Он улыбнулся, впервые позволив мне разглядеть в нем не просто симпатичного парня, не специалиста по реставрации, а настоящего, грустно улыбающегося Маттео. Какие же мы все скрытные.
— Так ты об этом размышляла?
— Об этом и еще о том, что я совсем не на своем месте, завидую Лидии, хочу большего, боюсь хотеть большего, хочу в монастырь… Не знаю.
У меня снова сдавило горло.
— В монастырь? Почему в монастырь?
— Ну, не в монастырь. Может, быть художницей, жить в шестнадцатом веке…
— Чтобы испытать полноту жизни?
— Наверное. Тебе бы не хотелось?
— Жить полнее? В шестнадцатом веке? Мне было бы интересно знать, как выглядела жизнь в такое насыщенное время. Все времена в каком-то смысле похожи, но я бы хотел ощутить то вдохновение, новизну, отдаться чему-то всем сердцем, чувствовать, как все меняется вокруг. Мы ведь сейчас тем и занимаемся, что выясняем, как все было в то время. Нас всех проняло, даже Люси.
— Некоторых устраивает все как есть. Так, по крайней мере, кажется. Живут припеваючи. Может, кому-то из нас не хватает того, что у нас имелось в прошлой жизни? Если существует прошлая жизнь. Я иногда как будто узнаю вещи, которых раньше в глаза не видела. Однажды я прочитала в «Ньюйоркере» стихотворение про печальную струну скрипки, которая отзывается на скорбь о том, что мы не можем вспомнить, про тоску, которая живет своей жизнью. Может, жизнь и есть тоска, живущая своей жизнью. Трудно не угодить в ловушку. Трудно оставаться свободным и полным надежды. Сейчас у меня ни надежды, ни свободы. А здесь я как будто во сне, совершенно как во сне, абсолютно неожиданно, и непонятно, что мне этим хотят сказать. Наверное, скоро придется просыпаться. Ты знаешь, что такое «Ньюйоркер»?
— Да, Нел, мы тут слышали о Нью-Йорке.
Мы помолчали.
— А у тебя что за жизнь, Маттео?
— Жизнь. Тоже трудный брак. Жена ушла после рождения сына. Отправилась в Индию в поисках гуру. До Италии мода поздновато доходит. — Он рассмеялся. — Но лучше поздно, чем никогда.
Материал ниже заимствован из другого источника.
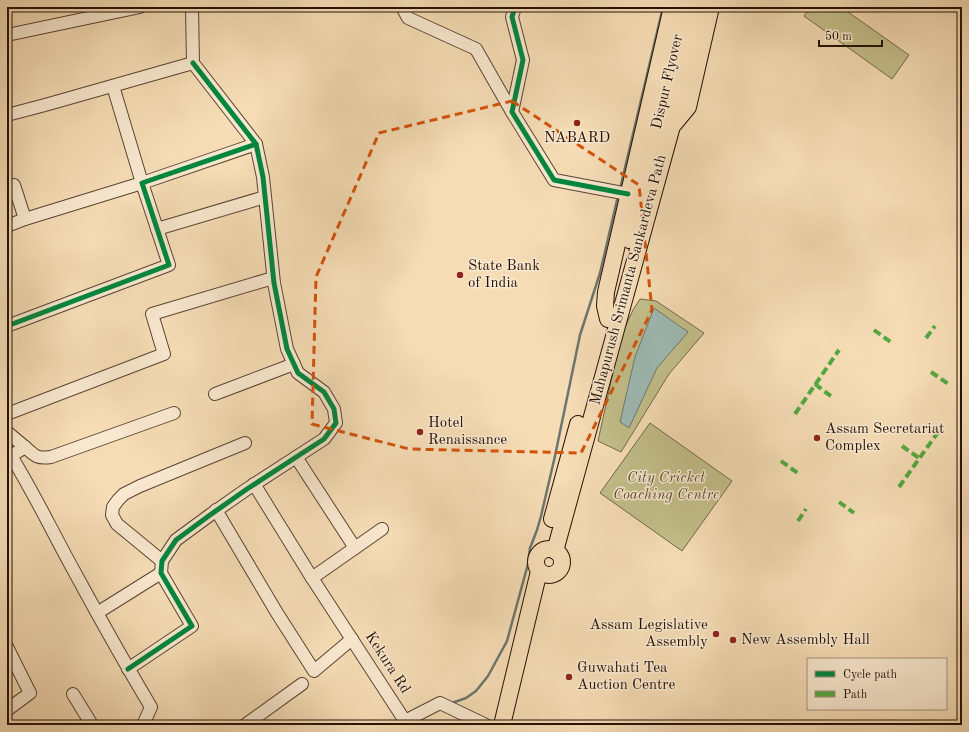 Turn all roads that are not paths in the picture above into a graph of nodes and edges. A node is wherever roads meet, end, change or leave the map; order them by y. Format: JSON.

Она просто не справилась, мы оба были детьми, и вдруг все круто переменилось. Я не против. И желаю ей счастья. Сына люблю. Живу, работаю. Ничего особенного, как ты говоришь.
— Но у тебя есть поклонницы.
— Кто бы это?
— Пиа.
— Ну да, конечно.
— Конечно?
— Что? У тебя никогда не было поклонников? Что со мной не так?
Мы, наконец, посмотрели друг на друга. Я увидела куда более взрослое лицо — не знаю, какое в этот момент было у меня.
— Нел, — взяв меня за руку, сказал Маттео, — послушай, чем бы ни обернулось наше приключение, радуйся и благодари судьбу, что нам досталась в нем роль. Ведь мы, все трое, прикоснулись к чему-то совершенно невероятному. Неужели не захватывает дух от такого подарка? Я вот знаю, что другого такого случая мне не выпадет. Может, и тебе тоже. Так что не время печалиться и копаться в себе, еще успеешь. Как знать, вдруг судьба больше не расщедрится.
Я понимала, что Маттео говорит о работе, об исследовании, но что-то в его улыбке и изменившемся лице меня тронуло. Я совсем отвыкла от близости. Я коснулась его щеки.
— Спасибо, Маттео. Спасибо. Ты был так добр. Прости за мрачные мысли. Я не хотела.
— Мрачные? — переспросил он. — Добр? Нел!
Он посмотрел на меня в замешательстве, а потом нагнулся и, обхватив ладонями мое лицо, поцеловал. Поцелуй без сомнений и вопросов, неожиданный поцелуй, от которого мне вдруг стало тепло и спокойно. Отстранившись, не говоря ни слова, он обнял меня за плечи. Мы встали и пошли к дому.
Днем собиралась прийти Лидия. Она позвонила рано утром и сказала, что Рональд уехал в Рим, но завтра вернется и с радостью пообщается с нами. Еще она попросила разрешения покопаться в бумагах из резного шкафа — вдруг там будет что-то по истории Ле-Вирджини. Люси ответила, что готова предоставить и полное распоряжении Лидии все наши шкафы до последнего ящика. А потом нас ждет легкий обед в доме.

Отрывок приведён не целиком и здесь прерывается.